## Developing a classification model to predict whether a passenger would survive or not in Titanic based on the given info

In [1]:
#import the necessary libraries
#importing SparkSession
from pyspark.sql import SparkSession

In [2]:
#importing the StringIndexer to index the categorical variables
from pyspark.ml.feature import StringIndexer

In [3]:
#importing the Binary one hot coder
from pyspark.ml.feature import OneHotEncoder

In [4]:
#importing the VectorAssembler to group the selected features into a vector
from pyspark.ml.feature import VectorAssembler

In [5]:
#importing the pipeline feature from pyspark.ml
from pyspark.ml import Pipeline

In [6]:
#import regression tools
from pyspark.ml.classification import LogisticRegression

In [7]:
#import the evalautor 
from pyspark.ml.evaluation import MulticlassClassificationEvaluator, BinaryClassificationEvaluator

In [8]:
#starting a spark session
spark = SparkSession.builder.appName('titanic').getOrCreate()

In [9]:
#loading the data set
all_data = spark.read.csv('11.titanic.csv', inferSchema=True, header=True)

In [10]:
#exploring the data
all_data.show()

+-----------+--------+------+--------------------+------+----+-----+-----+----------------+-------+-----+--------+
|PassengerId|Survived|Pclass|                Name|   Sex| Age|SibSp|Parch|          Ticket|   Fare|Cabin|Embarked|
+-----------+--------+------+--------------------+------+----+-----+-----+----------------+-------+-----+--------+
|          1|       0|     3|Braund, Mr. Owen ...|  male|22.0|    1|    0|       A/5 21171|   7.25| null|       S|
|          2|       1|     1|Cumings, Mrs. Joh...|female|38.0|    1|    0|        PC 17599|71.2833|  C85|       C|
|          3|       1|     3|Heikkinen, Miss. ...|female|26.0|    0|    0|STON/O2. 3101282|  7.925| null|       S|
|          4|       1|     1|Futrelle, Mrs. Ja...|female|35.0|    1|    0|          113803|   53.1| C123|       S|
|          5|       0|     3|Allen, Mr. Willia...|  male|35.0|    0|    0|          373450|   8.05| null|       S|
|          6|       0|     3|    Moran, Mr.
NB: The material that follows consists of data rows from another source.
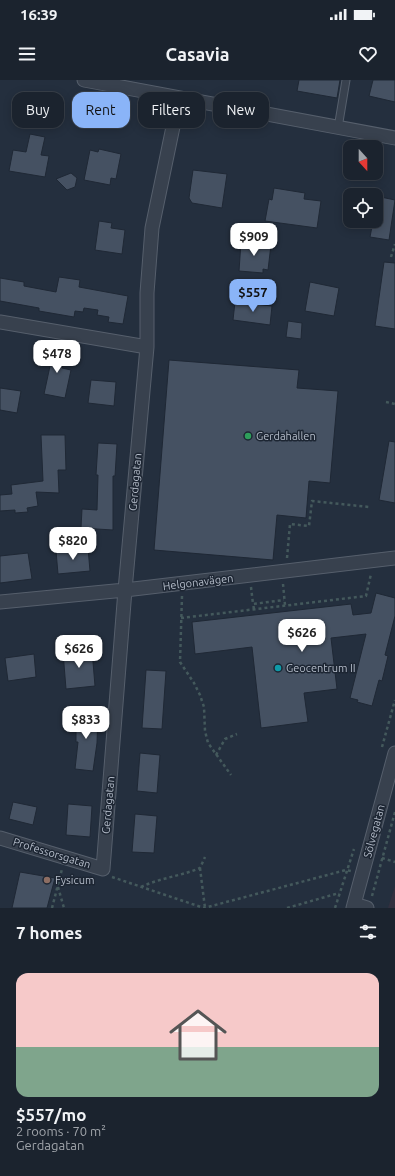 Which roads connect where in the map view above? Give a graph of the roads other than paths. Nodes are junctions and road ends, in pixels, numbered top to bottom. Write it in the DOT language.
graph roads {
  1 [pos="84,80"];
  2 [pos="346,80"];
  3 [pos="147,92"];
  4 [pos="205,103"];
  5 [pos="173,128"];
  6 [pos="338,128"];
  7 [pos="395,138"];
  8 [pos="0,322"];
  9 [pos="147,347"];
  10 [pos="395,558"];
  11 [pos="125,590"];
  12 [pos="0,602"];
  13 [pos="395,753"];
  14 [pos="0,838"];
  15 [pos="103,869"];
  16 [pos="369,904"];
  17 [pos="353,906"];
  1 -- 3 [label="street"];
  2 -- 6 [label="lane"];
  4 -- 6 [label="street"];
  5 -- 9 [label="street, Gerdagatan"];
  6 -- 7 [label="street"];
  8 -- 9 [label="street"];
  9 -- 11 [label="street, Gerdagatan"];
  10 -- 11 [label="street, Helgonavägen"];
  11 -- 12 [label="street, Helgonavägen"];
  11 -- 15 [label="street, Gerdagatan"];
  13 -- 17 [label="street, Sölvegatan"];
  14 -- 15 [label="street, Professorsgatan"];
  16 -- 17 [label="street"];
} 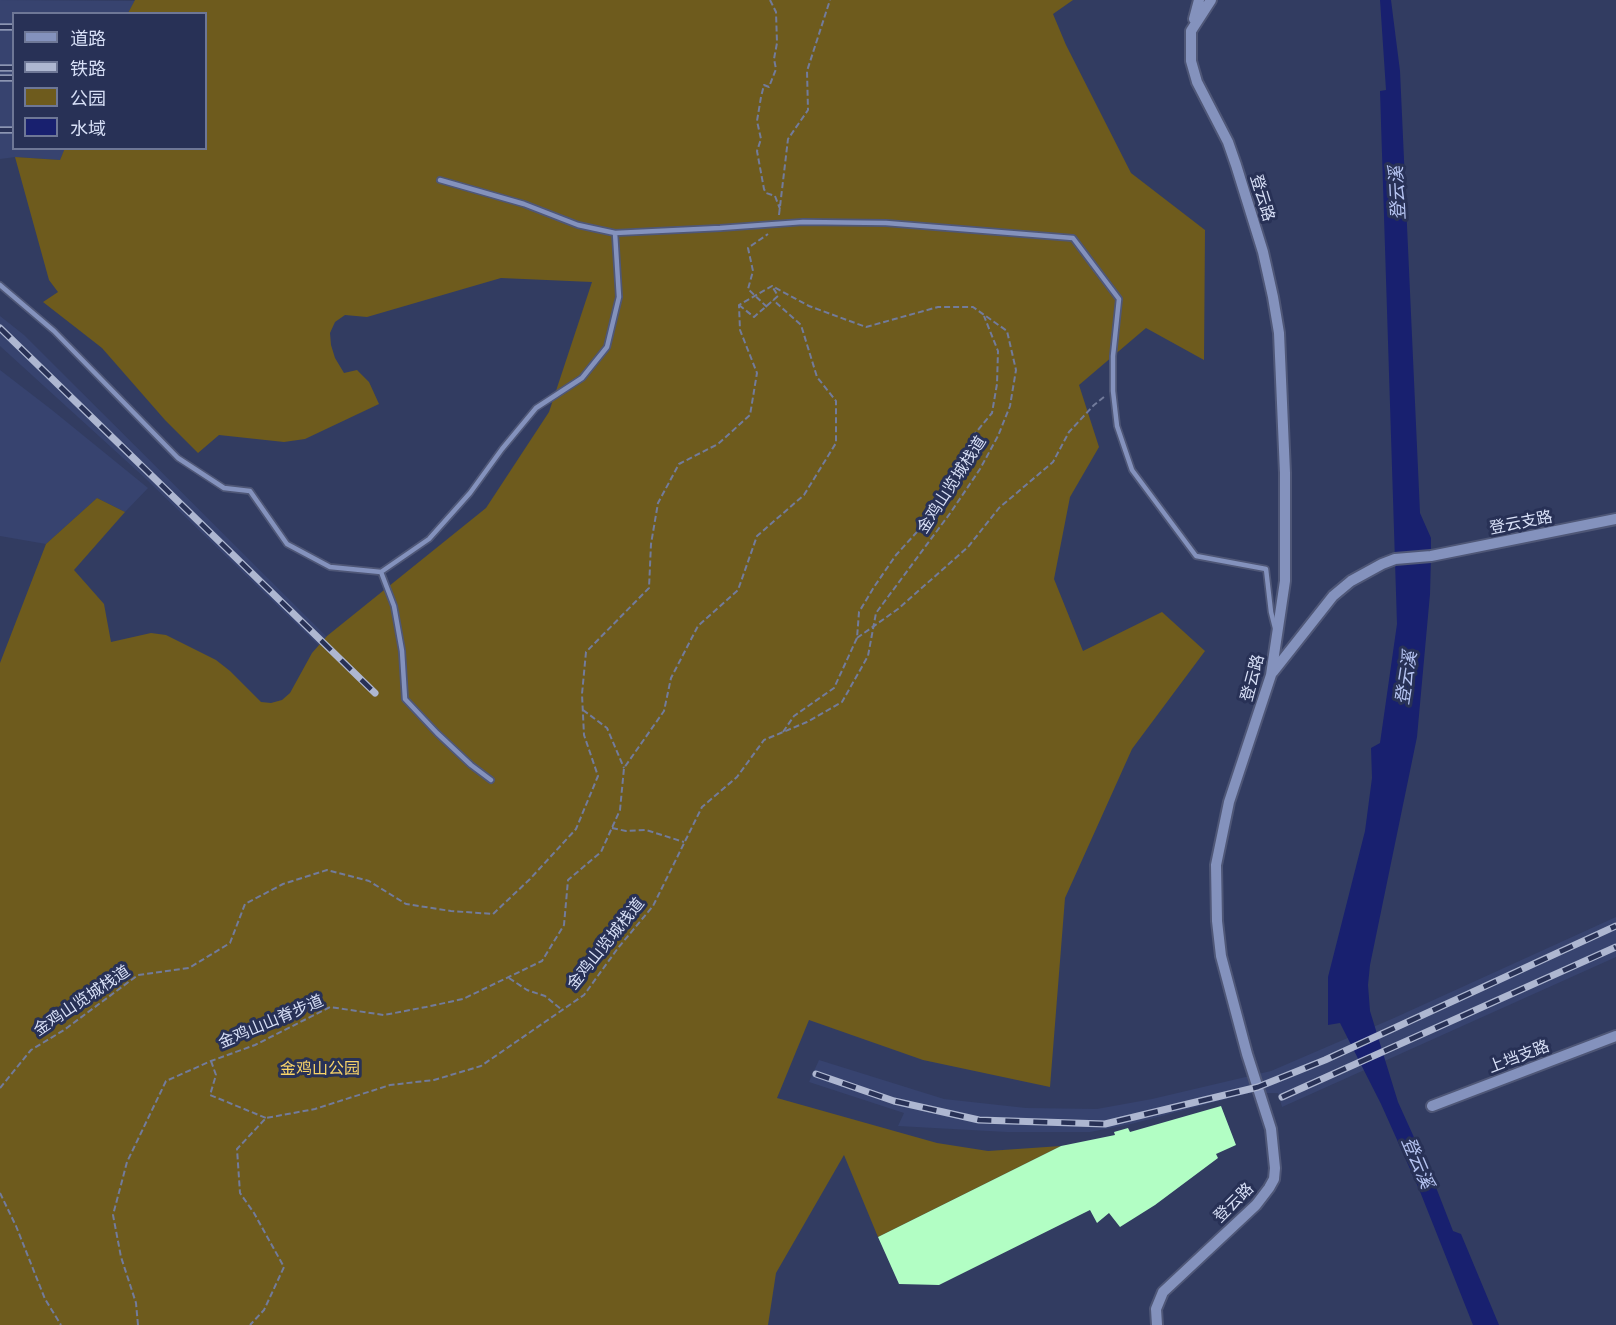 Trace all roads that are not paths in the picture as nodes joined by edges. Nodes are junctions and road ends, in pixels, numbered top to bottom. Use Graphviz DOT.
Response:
graph roads {
  1 [pos="1211,0"];
  2 [pos="1199,3"];
  3 [pos="1191,31"];
  4 [pos="440,180"];
  5 [pos="615,233"];
  6 [pos="0,285"];
  7 [pos="1616,519"];
  8 [pos="381,572"];
  9 [pos="1278,639"];
  10 [pos="1271,675"];
  11 [pos="491,780"];
  12 [pos="1616,1036"];
  13 [pos="1432,1106"];
  14 [pos="1157,1325"];
  1 -- 3 [label="street"];
  2 -- 3 [label="street, 登云路"];
  3 -- 9 [label="street, 登云路"];
  4 -- 5 [label="lane"];
  5 -- 8 [label="lane"];
  5 -- 9 [label="lane"];
  6 -- 8 [label="lane"];
  7 -- 10 [label="street, 登云支路"];
  8 -- 11 [label="lane"];
  9 -- 10 [label="street, 登云路"];
  10 -- 14 [label="street, 登云路"];
  12 -- 13 [label="street, 上垱支路"];
} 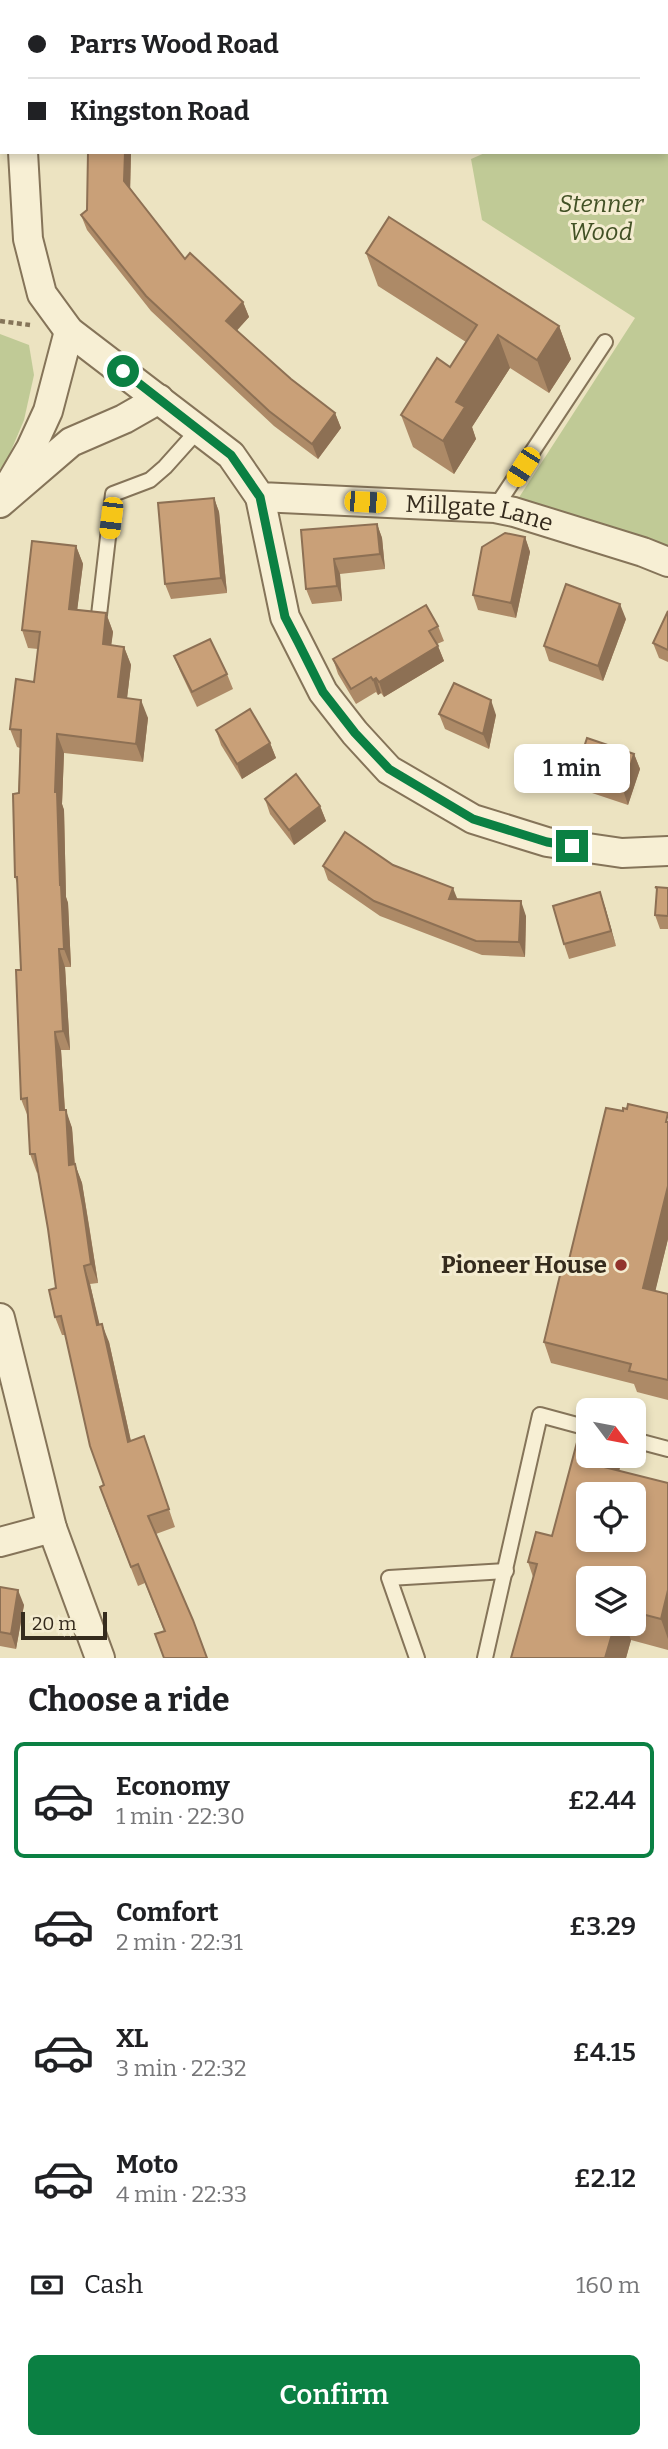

James|  male|null|    0|    0|      

In [11]:
#printing the columns properties / schema
all_data.printSchema()

root
 |-- PassengerId: integer (nullable = true)
 |-- Survived: integer (nullable = true)
 |-- Pclass: integer (nullable = true)
 |-- Name: string (nullable = true)
 |-- Sex: string (nullable = true)
 |-- Age: double (nullable = true)
 |-- SibSp: integer (nullable = true)
 |-- Parch: integer (nullable = true)
 |-- Ticket: string (nullable = true)
 |-- Fare: double (nullable = true)
 |-- Cabin: string (nullable = true)
 |-- Embarked: string (nullable = true)



#### Passenger Id, Name, and Ticket aren't useful for our analysis
#### Fare and Cabin are pretty much the same variable but cabin has mostly null data
#### Sex and Embarked are categorical data that need to be indexed

In [12]:
#First let's index the categorical variables: Sex and Embarked
gender_indexer = StringIndexer(inputCol='Sex', outputCol='Gender_indexed')

In [13]:
#Now we will index the Embark Column
embarked_indexer = StringIndexer(inputCol='Embarked', outputCol='Embarked_indexed')

In [14]:
#now we will one_hot_encode the indexed columns

#encode the gender_index column
gender_encoder = OneHotEncoder(inputCol='Gender_indexed', outputCol='Gender_coded')

In [15]:
#encode the embarked_index column
embarked_encoder = OneHotEncoder(inputCol='Embarked_indexed', outputCol='Embarked_coded')

In [16]:
#Now we need to handle the missing data

#removing the unnecessary columns : PassengerID, TicketNumber, Cabin, Name
data_with_na = all_data.select([
 'Pclass',
 'Sex',
 'Age',
 'SibSp',
 'Parch',
 'Fare',
 'Embarked',
 'Survived'])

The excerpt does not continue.